En este mundo existen toda clase de princesas: hay de las que saben bailar elegantemente, de las que saben mucho, de las que usan grandiosos vestidos… y de las que les tienen miedo a muchas cosas. Y Sofía era una de esas princesas temerosas, que tomaba muchas precauciones para todo, incluso para caminar por los jardines del castillo con sus padres.
Ellos, que eran los reyes de un gran reino, se habían esmerado mucho para que su hija aprendiera todo lo necesario, y eso incluía clases de natación una vez por semana. Pero la princesa Sofía tenía mucho miedo del agua, apenas sabía flotar y cuando intentaban hacer que entrara en la piscina se sentía tan asustada que le daba por fingir desmayos.
¡Ay, me siento muy mal! —Decía la princesa mientras se colocaba una mano en la cabeza— ¡Ay, creo que me desmayaré!
Al decir esto último se dejaba caer al suelo con elegancia, fingiendo perder la consciencia. Luego, abría levemente un ojo para saber si la habían creído…y con sus padres muchas veces funcionaba, pero no con su profesora de natación, que veía aquella actitud con mucha seriedad.
¡Siempre se desmaya, princesa Sofía! —decía la profesora de natación — Pero, ahora que acaba de abrir un ojo, creo que estará bien y que podemos entrar de nuevo al agua.
Entonces la princesa, derrotada, comenzaba a utilizar sus dotes diplomáticas para negociar una solución que fuera beneficiosa para ambas partes. Por suerte, tras una charla prolongada de más de 15 minutos entre la princesa y la profesora, terminaban volviendo a la piscina de niños, donde el agua apenas le llegaba al ombligo a la joven princesa.

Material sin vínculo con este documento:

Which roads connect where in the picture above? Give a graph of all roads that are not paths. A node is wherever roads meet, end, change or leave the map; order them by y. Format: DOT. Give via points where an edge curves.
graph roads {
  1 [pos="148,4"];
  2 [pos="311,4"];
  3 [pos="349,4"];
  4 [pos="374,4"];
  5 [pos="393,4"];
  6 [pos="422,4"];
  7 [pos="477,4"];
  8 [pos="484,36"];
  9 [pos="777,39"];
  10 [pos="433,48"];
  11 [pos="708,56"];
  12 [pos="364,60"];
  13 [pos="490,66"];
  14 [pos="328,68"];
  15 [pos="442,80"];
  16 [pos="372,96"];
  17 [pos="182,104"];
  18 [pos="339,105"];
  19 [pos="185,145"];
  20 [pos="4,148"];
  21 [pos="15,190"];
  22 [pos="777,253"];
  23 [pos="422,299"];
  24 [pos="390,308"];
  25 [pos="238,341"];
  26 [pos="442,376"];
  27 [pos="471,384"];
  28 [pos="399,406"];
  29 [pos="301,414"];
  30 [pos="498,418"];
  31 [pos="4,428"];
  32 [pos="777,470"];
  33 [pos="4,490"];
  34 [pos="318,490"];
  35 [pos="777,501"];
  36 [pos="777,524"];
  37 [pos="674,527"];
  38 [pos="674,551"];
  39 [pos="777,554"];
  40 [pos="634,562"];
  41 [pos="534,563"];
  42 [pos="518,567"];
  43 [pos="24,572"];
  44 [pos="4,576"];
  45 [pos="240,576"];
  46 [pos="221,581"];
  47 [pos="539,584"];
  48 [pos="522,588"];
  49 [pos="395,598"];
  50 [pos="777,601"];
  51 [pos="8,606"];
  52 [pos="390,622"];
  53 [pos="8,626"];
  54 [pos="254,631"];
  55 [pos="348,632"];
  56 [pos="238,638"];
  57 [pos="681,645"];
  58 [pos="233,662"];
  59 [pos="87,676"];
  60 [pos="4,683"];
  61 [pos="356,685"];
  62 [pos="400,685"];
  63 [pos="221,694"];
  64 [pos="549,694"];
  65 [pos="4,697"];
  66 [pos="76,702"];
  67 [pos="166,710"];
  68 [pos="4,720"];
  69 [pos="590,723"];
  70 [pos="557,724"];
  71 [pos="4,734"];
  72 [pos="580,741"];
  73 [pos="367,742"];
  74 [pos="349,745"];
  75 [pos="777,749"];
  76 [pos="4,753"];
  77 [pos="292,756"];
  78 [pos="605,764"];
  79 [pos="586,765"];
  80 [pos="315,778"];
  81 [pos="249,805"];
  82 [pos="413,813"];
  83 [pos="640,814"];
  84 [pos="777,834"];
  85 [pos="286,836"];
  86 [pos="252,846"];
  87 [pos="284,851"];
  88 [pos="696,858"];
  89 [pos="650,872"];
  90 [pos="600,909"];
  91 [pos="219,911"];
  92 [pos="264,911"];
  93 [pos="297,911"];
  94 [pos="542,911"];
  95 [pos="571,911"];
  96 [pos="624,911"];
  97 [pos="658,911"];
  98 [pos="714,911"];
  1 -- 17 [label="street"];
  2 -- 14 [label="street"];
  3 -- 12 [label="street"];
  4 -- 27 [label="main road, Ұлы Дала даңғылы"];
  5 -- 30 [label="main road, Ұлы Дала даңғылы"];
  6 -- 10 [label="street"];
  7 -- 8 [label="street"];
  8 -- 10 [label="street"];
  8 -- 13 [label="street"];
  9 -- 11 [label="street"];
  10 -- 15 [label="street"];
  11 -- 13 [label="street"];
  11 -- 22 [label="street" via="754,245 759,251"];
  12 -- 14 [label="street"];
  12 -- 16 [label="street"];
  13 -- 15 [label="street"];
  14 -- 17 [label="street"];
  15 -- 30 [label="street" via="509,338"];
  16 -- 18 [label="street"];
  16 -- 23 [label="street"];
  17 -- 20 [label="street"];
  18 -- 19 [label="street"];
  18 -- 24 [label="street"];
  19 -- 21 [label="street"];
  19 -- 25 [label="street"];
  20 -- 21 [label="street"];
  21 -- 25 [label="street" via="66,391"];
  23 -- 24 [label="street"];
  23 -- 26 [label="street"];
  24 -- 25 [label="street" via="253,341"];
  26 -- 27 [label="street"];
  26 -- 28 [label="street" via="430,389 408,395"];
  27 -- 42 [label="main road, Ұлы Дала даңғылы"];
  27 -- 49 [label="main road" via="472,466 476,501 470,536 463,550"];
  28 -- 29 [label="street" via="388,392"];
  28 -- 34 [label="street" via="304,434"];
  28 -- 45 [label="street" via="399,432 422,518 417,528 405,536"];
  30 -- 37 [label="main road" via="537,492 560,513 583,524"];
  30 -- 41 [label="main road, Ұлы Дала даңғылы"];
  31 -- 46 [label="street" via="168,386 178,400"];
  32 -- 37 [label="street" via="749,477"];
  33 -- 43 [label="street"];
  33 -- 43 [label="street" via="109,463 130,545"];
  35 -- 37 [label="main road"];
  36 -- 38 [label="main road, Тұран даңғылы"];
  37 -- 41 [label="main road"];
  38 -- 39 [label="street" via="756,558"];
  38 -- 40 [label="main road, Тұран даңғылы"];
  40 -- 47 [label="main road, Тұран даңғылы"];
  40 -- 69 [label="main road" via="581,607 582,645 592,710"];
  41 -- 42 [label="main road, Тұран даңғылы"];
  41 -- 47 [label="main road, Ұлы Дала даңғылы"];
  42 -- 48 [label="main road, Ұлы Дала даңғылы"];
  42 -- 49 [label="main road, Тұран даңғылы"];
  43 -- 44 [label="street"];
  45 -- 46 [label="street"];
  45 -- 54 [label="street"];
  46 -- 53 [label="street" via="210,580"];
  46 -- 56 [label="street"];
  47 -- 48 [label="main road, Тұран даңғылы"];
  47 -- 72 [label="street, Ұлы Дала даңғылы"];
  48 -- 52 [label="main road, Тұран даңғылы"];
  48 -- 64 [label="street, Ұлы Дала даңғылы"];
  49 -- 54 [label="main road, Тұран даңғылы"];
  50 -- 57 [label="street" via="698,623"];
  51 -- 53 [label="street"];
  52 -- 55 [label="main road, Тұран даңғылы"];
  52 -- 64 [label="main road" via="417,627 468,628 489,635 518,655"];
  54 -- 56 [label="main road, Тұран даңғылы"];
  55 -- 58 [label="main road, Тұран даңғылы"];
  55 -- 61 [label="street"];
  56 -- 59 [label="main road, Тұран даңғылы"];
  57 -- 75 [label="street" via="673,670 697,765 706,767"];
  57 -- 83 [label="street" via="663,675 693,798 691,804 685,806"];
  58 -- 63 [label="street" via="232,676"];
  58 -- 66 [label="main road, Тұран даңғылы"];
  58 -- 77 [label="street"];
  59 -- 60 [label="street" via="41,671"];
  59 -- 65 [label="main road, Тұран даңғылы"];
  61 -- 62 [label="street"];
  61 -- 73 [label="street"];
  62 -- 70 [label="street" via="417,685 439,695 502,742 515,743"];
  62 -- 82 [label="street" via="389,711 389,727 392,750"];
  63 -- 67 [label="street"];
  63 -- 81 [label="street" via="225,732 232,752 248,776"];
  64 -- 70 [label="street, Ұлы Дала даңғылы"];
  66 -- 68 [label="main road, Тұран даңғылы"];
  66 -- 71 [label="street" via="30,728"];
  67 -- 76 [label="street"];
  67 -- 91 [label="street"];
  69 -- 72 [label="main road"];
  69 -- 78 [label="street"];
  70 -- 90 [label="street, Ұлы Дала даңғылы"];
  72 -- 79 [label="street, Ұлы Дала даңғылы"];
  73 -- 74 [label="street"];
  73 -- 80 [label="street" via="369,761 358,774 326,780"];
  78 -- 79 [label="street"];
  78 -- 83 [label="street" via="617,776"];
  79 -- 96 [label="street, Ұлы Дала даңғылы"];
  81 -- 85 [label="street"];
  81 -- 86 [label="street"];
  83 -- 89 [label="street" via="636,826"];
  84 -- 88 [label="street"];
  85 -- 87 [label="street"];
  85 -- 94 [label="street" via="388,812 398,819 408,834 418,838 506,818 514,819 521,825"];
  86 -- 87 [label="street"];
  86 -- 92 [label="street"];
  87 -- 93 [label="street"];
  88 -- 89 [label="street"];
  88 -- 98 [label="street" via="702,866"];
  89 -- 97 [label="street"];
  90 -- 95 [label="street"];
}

Solo allí la princesa daba pie a que continuasen sus clases de natación, y muy a gusto flotaba, nadaba y chapoteaba sintiéndose segura. Mientras, la profesora aún se preguntaba cómo había sido convencida de nuevo de volver a aquella pequeña piscina.
La princesa es una gran nadadora —dijo la profesa una vez a los reyes— pero no se atreve a probar sus capacidades en agua profundas, a pesar de que no corre un peligro real. Así que puedo decir que no serán necesarias más clases, pues la princesa ya sabe nadar.
Ese día terminaron oficialmente las clases de natación, pero la princesa nunca se atrevió a nadar de nuevo. El agua profunda le daba terror, así que nunca iba a la playa, nunca iba al lago y jamás entraba en una piscina grande, solo en las de niños, pues era ahí el único sitio donde no sentía miedo.
Sin embargo, un día ocurrió algo que cambiaría para siempre a la princesa Sofía y que la haría perder su temor a nadar. Pepe, el cachorro real, cayó un día a la piscina grande (aquella que tanto asustaba a Sofía) por perseguir a una ardilla juguetona. Sofía intentó pedir ayuda, pero no había nadie cerca, así que tuvo que tomar una decisión:
¡Yo te salvaré, Pepe! —Gritó la princesa saltando al agua.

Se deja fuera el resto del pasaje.